Tracking winter weather conditions before traveling

Client meetings, faraway visits home to see family and face-to-face management discussions could also pull you outdoors and onto snow covered roadways. Head outside during winter and you’ll have to devise a way to deal with rising hotel rates, airline prices, rental car fees, winter skin treatments, car accessories, medicine and clothing gear.

One of the biggest ways to save money while you travel during winter is to plan all winter trips in advance. Weather forecasters communicate expected temperatures and precipitation several weeks out. Stay in tune with winter weather forecasts until the day of your trip.

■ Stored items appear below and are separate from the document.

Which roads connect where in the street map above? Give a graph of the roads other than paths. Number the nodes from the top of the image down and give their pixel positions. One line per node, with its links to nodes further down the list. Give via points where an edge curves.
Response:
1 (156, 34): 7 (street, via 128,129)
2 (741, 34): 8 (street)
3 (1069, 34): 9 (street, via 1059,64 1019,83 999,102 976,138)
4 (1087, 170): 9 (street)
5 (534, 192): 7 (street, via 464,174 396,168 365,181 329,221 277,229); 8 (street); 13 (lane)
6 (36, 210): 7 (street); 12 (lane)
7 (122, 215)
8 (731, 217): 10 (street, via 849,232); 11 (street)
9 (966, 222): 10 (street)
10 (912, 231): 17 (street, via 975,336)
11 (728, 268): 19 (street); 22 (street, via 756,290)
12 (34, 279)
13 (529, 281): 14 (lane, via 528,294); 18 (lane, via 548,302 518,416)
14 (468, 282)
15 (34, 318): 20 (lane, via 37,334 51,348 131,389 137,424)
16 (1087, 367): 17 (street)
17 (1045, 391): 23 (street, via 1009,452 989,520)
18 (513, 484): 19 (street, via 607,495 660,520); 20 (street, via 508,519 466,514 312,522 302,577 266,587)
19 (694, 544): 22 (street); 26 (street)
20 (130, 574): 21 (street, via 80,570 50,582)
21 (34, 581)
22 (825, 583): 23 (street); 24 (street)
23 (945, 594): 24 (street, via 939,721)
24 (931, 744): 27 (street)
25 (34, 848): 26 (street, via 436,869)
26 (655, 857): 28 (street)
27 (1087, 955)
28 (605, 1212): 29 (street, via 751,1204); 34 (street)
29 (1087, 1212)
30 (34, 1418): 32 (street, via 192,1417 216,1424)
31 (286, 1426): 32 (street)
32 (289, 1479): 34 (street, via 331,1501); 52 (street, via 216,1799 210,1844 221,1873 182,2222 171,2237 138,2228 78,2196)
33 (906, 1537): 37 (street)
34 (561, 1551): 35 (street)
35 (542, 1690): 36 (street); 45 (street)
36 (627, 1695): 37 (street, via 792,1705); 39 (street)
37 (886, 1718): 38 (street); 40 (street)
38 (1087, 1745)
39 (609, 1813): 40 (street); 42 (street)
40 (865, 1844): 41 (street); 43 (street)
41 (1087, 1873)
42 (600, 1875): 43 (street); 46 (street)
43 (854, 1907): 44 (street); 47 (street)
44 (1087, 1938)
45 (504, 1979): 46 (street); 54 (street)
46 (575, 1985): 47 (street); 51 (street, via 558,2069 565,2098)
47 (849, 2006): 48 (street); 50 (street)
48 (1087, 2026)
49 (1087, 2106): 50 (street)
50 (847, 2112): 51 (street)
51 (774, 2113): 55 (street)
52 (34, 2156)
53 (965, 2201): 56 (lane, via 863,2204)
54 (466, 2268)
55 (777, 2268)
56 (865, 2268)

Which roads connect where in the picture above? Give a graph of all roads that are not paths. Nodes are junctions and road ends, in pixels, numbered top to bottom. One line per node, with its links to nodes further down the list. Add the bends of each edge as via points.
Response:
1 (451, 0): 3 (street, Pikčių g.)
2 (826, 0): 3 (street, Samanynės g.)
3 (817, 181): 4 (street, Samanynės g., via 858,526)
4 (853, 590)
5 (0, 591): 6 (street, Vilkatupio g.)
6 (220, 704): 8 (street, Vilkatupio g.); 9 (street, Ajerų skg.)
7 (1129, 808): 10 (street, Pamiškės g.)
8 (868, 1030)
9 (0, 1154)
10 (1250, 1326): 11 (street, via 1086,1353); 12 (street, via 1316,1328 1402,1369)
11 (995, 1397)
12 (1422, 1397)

For some trips, you’ll want to check in on weather as far out as possible.

Reserve airline tickets six weeks in advance. According to the Airlines Reporting Corporation, you might save more money if you book international flights as far as 20 to 23 weeks in advance. International flights to the Caribbean might need a 12 week advance reservation to get the best savings. Also, be willing to reserve a flight that has one to two stops built into it.

More about flights and what to pack

flying during winterShould you have to cancel a nonrefundable flight, you might be in luck. Contact the airlines you purchased the nonrefundable ticket from and tell the representative why you are unable to travel. If you can’t get a cash refund, see if you can use the ticket on a future flight. Don’t just assume that you’re out of the money. This tip applies to anything travel services that you pay for.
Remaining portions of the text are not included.